**Problem statement**
In the lines below, the string "Acosta" may appear; say how many lines hold it and give nothing more.

**Stored dataset items**
========================

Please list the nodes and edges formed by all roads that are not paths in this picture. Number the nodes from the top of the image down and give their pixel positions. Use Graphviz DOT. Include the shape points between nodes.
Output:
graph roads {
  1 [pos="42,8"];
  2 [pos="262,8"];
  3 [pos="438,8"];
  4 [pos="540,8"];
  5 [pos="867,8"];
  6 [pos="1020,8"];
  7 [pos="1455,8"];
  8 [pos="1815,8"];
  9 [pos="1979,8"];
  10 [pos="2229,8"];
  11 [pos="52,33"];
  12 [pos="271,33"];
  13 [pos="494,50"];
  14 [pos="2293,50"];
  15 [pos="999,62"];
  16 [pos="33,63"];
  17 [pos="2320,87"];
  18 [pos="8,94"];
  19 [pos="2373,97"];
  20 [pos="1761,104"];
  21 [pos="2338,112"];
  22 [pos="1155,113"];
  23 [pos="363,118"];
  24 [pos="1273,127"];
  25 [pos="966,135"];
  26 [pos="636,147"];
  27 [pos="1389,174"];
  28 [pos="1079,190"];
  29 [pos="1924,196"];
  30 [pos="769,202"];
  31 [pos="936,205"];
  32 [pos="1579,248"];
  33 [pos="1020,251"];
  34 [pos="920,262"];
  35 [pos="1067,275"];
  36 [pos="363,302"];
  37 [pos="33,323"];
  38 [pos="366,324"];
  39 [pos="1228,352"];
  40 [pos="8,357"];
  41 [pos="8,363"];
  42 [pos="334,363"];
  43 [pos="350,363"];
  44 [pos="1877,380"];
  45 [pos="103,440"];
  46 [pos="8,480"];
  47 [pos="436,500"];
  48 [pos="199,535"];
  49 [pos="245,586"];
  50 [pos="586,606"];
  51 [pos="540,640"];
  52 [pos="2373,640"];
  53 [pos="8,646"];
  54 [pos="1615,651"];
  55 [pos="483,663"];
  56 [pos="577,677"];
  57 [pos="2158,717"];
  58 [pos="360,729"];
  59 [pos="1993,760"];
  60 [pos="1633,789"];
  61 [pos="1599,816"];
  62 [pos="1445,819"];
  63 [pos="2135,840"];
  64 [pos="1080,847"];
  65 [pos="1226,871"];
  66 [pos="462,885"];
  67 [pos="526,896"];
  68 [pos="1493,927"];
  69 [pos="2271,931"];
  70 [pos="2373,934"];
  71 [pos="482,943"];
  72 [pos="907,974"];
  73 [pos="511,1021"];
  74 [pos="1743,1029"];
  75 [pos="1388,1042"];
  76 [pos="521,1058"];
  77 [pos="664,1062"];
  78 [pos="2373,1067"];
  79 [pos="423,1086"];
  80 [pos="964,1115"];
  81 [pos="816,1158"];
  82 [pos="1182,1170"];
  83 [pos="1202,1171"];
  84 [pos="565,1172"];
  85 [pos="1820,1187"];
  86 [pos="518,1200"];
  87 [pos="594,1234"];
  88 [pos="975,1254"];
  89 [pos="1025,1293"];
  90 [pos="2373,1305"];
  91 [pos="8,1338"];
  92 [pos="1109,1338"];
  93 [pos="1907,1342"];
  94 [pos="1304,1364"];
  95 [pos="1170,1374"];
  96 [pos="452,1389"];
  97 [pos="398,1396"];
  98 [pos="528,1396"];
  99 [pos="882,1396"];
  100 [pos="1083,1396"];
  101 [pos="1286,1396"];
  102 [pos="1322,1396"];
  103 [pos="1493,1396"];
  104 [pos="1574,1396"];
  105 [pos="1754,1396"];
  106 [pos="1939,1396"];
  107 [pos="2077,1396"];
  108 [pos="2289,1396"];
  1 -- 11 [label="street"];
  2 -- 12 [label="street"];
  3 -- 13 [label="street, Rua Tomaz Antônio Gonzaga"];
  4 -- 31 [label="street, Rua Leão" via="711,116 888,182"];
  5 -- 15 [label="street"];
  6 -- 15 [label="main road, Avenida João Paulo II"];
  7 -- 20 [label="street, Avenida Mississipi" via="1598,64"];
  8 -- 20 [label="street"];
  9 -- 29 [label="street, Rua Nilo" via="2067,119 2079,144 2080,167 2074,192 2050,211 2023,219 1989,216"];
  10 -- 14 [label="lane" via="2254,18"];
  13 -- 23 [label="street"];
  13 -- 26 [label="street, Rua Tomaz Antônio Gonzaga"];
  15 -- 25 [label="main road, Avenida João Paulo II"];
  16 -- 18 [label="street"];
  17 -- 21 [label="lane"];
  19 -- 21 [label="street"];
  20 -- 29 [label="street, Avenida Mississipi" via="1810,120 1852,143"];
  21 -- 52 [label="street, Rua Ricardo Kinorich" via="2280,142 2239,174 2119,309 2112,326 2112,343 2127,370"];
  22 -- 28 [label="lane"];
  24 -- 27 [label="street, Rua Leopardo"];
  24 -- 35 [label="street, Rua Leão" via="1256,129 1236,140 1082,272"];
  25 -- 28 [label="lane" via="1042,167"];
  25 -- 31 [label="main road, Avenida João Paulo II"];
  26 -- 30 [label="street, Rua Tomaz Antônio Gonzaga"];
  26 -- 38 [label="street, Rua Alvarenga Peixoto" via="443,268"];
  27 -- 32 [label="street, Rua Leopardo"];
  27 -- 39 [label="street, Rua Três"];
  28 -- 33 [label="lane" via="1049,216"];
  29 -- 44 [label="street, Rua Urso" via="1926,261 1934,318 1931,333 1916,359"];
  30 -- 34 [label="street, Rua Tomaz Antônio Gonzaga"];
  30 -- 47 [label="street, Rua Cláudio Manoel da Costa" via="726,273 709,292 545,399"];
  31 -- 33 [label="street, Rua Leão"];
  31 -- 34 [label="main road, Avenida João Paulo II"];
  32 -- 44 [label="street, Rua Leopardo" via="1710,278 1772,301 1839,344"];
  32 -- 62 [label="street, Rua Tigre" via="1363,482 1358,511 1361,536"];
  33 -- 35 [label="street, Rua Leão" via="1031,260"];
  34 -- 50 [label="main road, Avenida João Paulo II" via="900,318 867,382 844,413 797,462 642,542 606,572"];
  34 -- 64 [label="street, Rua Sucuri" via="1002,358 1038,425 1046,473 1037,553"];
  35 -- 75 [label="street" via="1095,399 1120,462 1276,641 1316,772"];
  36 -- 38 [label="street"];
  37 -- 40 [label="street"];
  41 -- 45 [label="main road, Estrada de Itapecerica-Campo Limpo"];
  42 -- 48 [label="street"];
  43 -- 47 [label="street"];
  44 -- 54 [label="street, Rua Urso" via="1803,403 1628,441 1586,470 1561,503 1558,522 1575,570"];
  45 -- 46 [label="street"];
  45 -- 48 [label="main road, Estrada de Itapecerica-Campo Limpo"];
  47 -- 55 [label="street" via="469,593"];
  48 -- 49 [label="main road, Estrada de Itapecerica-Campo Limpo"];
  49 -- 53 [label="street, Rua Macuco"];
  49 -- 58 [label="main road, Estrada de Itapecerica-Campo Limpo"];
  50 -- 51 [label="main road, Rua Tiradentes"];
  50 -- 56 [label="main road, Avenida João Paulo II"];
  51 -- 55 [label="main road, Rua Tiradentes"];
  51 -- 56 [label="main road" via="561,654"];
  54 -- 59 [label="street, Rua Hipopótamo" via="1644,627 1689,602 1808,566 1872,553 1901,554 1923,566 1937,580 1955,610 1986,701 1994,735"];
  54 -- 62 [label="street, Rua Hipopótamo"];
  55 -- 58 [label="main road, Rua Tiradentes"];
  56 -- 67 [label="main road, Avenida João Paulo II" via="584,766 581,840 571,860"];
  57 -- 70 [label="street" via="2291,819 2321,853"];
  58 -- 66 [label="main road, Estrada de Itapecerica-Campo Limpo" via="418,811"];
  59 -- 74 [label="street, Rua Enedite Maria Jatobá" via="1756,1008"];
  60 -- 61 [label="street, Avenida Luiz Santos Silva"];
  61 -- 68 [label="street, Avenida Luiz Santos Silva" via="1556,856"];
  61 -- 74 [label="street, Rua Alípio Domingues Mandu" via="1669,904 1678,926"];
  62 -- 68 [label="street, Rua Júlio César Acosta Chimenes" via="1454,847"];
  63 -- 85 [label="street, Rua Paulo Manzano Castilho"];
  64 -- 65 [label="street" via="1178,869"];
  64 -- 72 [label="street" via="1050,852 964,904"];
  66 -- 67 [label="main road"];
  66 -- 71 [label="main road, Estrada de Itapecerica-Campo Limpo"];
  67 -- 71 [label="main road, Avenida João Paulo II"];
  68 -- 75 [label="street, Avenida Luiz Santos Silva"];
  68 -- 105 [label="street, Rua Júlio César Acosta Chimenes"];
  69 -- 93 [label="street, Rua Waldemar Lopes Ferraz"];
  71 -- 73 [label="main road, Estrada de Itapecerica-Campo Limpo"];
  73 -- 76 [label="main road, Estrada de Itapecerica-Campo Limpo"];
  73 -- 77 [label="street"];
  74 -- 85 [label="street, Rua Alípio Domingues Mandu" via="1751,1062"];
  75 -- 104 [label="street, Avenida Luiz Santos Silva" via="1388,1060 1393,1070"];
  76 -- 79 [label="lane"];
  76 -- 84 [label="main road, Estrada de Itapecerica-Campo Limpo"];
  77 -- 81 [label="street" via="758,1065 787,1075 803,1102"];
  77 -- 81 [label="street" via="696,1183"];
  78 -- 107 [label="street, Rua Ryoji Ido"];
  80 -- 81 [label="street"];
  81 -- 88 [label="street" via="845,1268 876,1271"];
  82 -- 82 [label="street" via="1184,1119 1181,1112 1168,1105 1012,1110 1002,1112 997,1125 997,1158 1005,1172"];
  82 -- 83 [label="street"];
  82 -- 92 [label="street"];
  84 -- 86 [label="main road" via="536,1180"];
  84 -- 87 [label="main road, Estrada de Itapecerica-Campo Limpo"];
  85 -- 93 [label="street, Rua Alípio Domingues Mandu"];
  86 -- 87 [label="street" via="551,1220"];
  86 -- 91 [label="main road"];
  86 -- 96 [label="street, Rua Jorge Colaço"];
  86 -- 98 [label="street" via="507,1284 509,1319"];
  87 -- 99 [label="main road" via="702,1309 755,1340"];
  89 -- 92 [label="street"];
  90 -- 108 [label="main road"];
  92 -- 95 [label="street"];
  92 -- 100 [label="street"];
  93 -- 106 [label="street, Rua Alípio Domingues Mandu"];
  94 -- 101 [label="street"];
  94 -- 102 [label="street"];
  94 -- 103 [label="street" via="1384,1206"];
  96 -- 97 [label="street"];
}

========================

**Response**
2